**Work to be completed**:
State only how many lines below include the word "Gateway".
━━━━━ Records for the task ━━━━━
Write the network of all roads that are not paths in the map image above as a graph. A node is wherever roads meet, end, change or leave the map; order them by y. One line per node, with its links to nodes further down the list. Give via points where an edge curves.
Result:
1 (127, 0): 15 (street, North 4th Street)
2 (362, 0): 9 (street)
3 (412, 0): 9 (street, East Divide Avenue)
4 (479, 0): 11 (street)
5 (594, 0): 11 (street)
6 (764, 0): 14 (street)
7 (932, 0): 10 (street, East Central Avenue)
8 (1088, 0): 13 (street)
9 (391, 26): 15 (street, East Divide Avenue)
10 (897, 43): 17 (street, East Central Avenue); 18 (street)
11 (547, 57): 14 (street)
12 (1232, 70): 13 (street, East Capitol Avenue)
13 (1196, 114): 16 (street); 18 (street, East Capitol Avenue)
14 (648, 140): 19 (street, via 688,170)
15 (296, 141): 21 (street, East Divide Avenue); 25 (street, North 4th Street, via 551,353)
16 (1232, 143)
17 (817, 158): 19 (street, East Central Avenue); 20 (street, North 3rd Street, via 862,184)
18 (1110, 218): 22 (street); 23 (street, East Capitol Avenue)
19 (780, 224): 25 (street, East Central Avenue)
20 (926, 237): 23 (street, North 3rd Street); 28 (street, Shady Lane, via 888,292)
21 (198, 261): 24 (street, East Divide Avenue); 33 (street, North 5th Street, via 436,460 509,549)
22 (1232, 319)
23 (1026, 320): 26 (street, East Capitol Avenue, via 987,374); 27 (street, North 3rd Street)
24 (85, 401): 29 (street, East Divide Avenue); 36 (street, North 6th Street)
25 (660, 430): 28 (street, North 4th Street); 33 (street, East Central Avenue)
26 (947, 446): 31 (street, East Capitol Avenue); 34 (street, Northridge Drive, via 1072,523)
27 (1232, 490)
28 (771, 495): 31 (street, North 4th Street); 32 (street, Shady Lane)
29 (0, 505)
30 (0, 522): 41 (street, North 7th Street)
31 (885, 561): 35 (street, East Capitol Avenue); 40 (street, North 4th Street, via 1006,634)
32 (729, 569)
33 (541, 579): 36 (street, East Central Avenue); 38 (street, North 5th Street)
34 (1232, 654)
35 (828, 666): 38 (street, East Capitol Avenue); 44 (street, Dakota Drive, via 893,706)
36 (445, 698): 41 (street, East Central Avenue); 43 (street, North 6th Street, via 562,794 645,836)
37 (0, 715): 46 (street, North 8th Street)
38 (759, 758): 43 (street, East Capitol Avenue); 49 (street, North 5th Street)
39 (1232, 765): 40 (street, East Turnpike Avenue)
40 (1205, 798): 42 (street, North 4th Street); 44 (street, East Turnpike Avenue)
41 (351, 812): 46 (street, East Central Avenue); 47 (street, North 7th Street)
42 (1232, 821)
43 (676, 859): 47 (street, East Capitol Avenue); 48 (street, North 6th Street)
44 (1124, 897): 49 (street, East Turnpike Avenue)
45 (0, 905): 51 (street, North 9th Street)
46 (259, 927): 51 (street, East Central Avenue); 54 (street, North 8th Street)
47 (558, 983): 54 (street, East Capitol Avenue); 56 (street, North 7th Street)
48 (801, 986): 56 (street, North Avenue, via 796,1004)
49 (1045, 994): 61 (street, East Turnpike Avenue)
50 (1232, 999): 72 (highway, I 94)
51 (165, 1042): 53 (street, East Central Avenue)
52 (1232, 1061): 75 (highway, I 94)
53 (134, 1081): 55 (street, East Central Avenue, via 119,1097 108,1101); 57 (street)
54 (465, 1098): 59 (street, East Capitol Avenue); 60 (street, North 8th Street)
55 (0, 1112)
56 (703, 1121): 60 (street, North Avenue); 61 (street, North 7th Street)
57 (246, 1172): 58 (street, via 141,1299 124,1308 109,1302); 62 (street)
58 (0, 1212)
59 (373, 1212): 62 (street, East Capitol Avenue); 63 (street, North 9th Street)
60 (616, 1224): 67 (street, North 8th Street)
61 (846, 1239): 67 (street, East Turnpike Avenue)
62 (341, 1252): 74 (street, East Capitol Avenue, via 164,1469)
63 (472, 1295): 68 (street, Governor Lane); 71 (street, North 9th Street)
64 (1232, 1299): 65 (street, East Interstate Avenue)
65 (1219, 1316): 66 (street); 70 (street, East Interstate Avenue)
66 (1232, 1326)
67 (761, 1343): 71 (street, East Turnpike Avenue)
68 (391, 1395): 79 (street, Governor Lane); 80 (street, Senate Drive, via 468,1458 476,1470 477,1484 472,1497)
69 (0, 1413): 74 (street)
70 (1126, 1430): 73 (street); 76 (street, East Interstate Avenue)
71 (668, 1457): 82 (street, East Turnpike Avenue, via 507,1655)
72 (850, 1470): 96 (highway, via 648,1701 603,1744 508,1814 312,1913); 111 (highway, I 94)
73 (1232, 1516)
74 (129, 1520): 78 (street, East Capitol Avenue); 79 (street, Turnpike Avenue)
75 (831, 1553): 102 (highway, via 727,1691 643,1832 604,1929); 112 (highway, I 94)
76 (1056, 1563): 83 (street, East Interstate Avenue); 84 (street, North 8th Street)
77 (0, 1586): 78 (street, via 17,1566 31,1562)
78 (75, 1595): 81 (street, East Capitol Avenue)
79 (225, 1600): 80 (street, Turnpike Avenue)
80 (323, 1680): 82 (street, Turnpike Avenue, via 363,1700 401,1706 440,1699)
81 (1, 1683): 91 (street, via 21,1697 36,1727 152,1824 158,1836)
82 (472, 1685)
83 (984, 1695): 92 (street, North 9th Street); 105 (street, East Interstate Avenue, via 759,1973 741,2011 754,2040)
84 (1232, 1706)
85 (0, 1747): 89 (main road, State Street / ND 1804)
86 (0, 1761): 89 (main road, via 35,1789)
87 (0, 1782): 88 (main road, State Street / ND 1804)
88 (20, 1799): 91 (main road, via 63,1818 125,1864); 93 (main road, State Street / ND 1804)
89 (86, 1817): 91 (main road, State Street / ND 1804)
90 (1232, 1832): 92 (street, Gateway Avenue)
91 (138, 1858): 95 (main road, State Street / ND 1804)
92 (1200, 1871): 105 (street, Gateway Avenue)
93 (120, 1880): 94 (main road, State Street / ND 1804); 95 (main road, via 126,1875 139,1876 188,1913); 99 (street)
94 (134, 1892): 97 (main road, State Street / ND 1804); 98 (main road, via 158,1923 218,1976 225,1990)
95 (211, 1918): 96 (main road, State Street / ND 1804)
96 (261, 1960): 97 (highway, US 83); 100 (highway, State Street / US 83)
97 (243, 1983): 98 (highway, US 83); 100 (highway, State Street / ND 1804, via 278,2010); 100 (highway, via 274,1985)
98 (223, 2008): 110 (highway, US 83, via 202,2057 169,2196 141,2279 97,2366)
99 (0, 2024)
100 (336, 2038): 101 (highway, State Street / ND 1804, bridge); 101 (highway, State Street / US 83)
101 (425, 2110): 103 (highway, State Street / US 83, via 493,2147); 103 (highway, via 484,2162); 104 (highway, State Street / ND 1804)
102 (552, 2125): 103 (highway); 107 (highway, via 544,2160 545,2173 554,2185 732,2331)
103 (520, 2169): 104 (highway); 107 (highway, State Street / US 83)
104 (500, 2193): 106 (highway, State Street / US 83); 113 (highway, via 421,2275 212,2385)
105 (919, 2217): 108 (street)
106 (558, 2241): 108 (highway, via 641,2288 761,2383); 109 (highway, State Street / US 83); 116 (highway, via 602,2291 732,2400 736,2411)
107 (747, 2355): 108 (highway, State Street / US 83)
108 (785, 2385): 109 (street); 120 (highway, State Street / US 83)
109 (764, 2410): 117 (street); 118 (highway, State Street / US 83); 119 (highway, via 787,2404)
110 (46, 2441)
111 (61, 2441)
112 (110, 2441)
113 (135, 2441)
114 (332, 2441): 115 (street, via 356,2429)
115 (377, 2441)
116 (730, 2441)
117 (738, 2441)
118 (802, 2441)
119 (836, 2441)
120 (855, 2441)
━━━━━
**Written solution**:
2